GABA deficit in the visual cortex of patients with neurofibromatosis type 1: genotype-phenotype correlations and functional impact.

Alterations in the balance between excitatory and inhibitory neurotransmission have been implicated in several neurodevelopmental disorders. Neurofibromatosis type 1 is one of the most common monogenic disorders causing cognitive deficits for which studies on a mouse model (Nfl(+/-)) proposed increased gamma-aminobutyric acid-mediated inhibitory neurotransmission as the neural mechanism underlying these deficits. To test whether a similar mechanism translates to the human disorder, we used magnetic resonance spectroscopy to measure gamma-aminobutyric acid levels in the visual cortex of children and adolescents with neurofibromatosis type 1 (n = 20) and matched control subjects (n = 26).
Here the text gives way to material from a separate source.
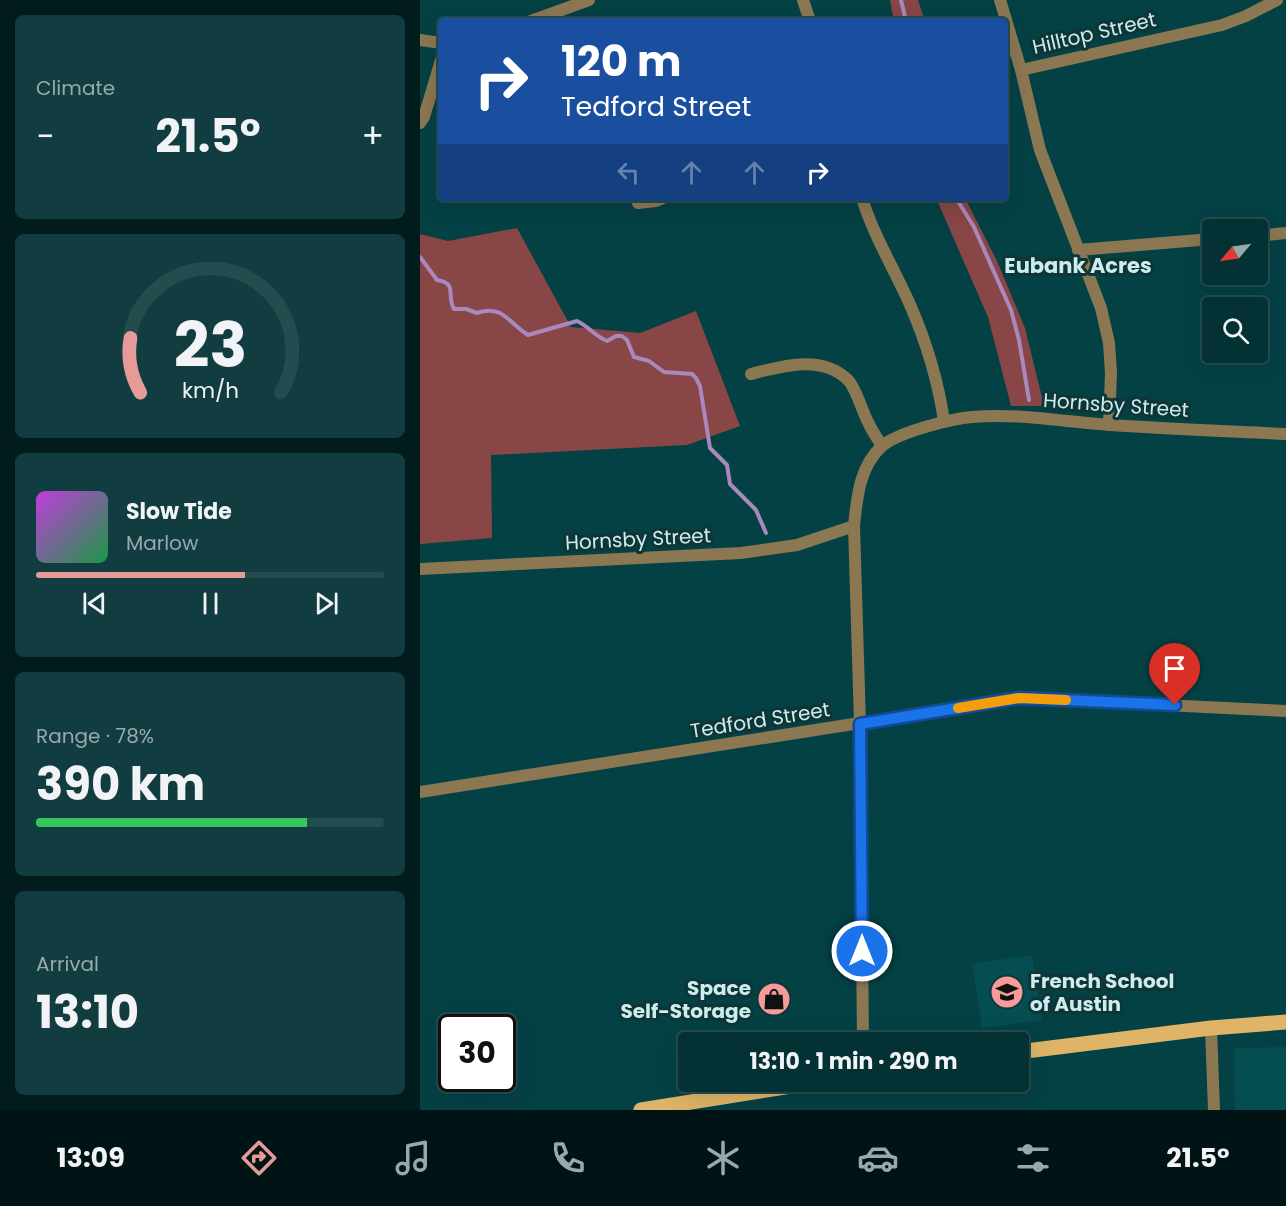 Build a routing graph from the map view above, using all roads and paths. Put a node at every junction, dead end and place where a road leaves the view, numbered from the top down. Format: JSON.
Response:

We found that patients with neurofibromatosis type 1 have significantly lower gamma-aminobutyric acid levels than control subjects, and that neurofibromatosis type 1 mutation type significantly predicted cortical gamma-aminobutyric acid. Moreover, functional imaging of the visual cortex indicated that blood oxygen level-dependent signal was correlated with gamma-aminobutyric acid levels both in patients and control subjects. Our results provide in vivo evidence of gamma-aminobutyric acidergic dysfunction in neurofibromatosis type 1 by showing a reduction in gamma-aminobutyric acid levels in human patients. This finding is relevant to understand the physiological profile of the disorder and has implications for the identification of targets for therapeutic strategies.